Jak wynika z ostatnich badań, prowadzonych na AWF w Warszawie, 88 procent dzieci z klas I-III nie potrafi wykonać przewrotu w przód, a 57 procent nie potrafi skakać przez skakankę. Zamiast ruchu, wybierany jest telefon. Ty tymczasem otwierasz szkołę sztuk walki. Ma to sens?
Te dane są przerażające i pokazują, jaka jest kondycja fizyczna polskich dzieci. Dlatego myślę, że warto propagować różne formy aktywności. Ja jestem miłośnikiem ruchu, takiego, jaki kiedyś był na WF. Pracy z własnym ciałem, klasycznej rozgrzewki i klasycznych ćwiczeń. I chciałbym takie miejsce stworzyć na mapie Lublina, które zachęcałoby do naturalnego wysiłku. Szkoła sztuk walki jako taka wzięła się stąd, że od lat jestem związany z KSW (Konfrontacja Sztuk Walki). W Lublinie jest świetny trener Roman Załomski, który prowadzi moją szkołę i może wiele nauczyć zawodników. Chciałem więc połączyć jedno z drugim.
Nie jesteś fanem siłowni, które są bardzo popularne?

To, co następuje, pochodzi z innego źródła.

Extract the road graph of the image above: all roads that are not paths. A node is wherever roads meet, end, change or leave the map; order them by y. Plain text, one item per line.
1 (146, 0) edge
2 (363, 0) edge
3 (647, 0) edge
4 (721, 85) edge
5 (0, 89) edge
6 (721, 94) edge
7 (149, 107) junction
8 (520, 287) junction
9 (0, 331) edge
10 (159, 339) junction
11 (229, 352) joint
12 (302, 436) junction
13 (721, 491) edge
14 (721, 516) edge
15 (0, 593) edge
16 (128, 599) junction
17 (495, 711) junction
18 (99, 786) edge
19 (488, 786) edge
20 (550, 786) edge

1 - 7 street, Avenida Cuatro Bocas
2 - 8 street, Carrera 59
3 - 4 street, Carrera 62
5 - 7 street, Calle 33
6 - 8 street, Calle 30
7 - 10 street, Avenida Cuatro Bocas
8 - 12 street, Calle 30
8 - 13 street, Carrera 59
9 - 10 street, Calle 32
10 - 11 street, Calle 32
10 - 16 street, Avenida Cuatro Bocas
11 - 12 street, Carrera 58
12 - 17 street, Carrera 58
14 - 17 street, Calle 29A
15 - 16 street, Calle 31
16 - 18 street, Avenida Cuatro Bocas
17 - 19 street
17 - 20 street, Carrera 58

Na siłowni jest inny wysiłek. Ćwiczenia wykonuje się w jednej pozycji z obciążeniem. To często może prowadzić do kontuzji. Ja wolę ludziom mówić – przyjdź i zmęcz się. Pobiegaj, zrób kilka przysiadów, przewrotek, machaj rękoma i nogami, pracuj całym swoim ciałem w naturalny sposób. A jak jesteś zestresowany, to masz worek treningowy i w niego wal, aż złe emocje cię opuszczą. Po prostu przyjdź i spróbuj wysiłku. A jak przy okazji masz ochotę poznać tajniki różnych walk, to też trafiłeś w odpowiednie miejsce. Nie ukrywam, że chciałbym, aby w naszej szkole były wyłuskiwane prawdziwe talenty, ja mam możliwość, by takim zawodnikiem odpowiednio pokierować. Dobrzy zawodnicy do tej pory z Lublina uciekali, chciałbym też to zmienić. Może kiedyś uda się w Lublinie zorganizować galę? Musiałby być jednak jakaś lokalna lokomotywa, która przyciągnie kibiców. Wierze, że trafi do nas taki zawodnik. Ale jak mówiłem, to tylko jeden z aspektów naszej działalności. Chcę generalnie propagować aktywność fizyczną.
Wierzysz, że się to uda?
Mam taką nadzieję, bo młodzi ludzie zapomnieli o tym, co daje człowiekowi ruch. To zdrowie psychiczne i fizyczne. Przyszedł do nas czternastolatek, nie wytrzymał rozgrzewki, po 10 minutach był tak zmęczony, że nie był w stanie dalej ćwiczyć. Ale chłopak dalej przychodzi i już jest w innej kondycji. Zrozumiał, że siedzenie przy komputerze nie da mu sprawności. Organizujemy zajęcia dla matek z dziećmi. Pociechy mogą ćwiczyć ze swoimi rodzicielkami. To podwójny zysk – nie trzeba szukać opiekunki i wpaja się dziecku zamiłowanie do treningów. Jest trener personalny – wstydzisz się, że jesteś kiepski? Możesz na razie ćwiczyć sam. Ja myślę, że bez takich działań daleko jako społeczeństwo nie zajdziemy.
Z badań, o których mówisz, wynika, że 94 proc. przebadanych dzieci w wieku do 12 lat ma niedostateczny poziom sprawności ruchowej, większość nie umie kozłować piłką, ani jej złapać czy ją rzucić! Coś z tym musimy zrobić, bo jak widać szkoła jest w tym względzie niewydolna. A to są rzeczy dla osób z mojego pokolenia nie do pojęcia! To dopiero początki, planów mamy dużo. Chciałbym choćby organizować treningi dla dzieciaków z zaniedbanych środowisk. Myślę, że lepiej, by uczyli się judo czy kickboxingu, niż kanalizowali swoje lęki czy agresję na ulicy. Sport uczy też etyki. To wszystko jest ważne. I mam nadzieję, że na stałe zaistniejemy na mapie Lublina.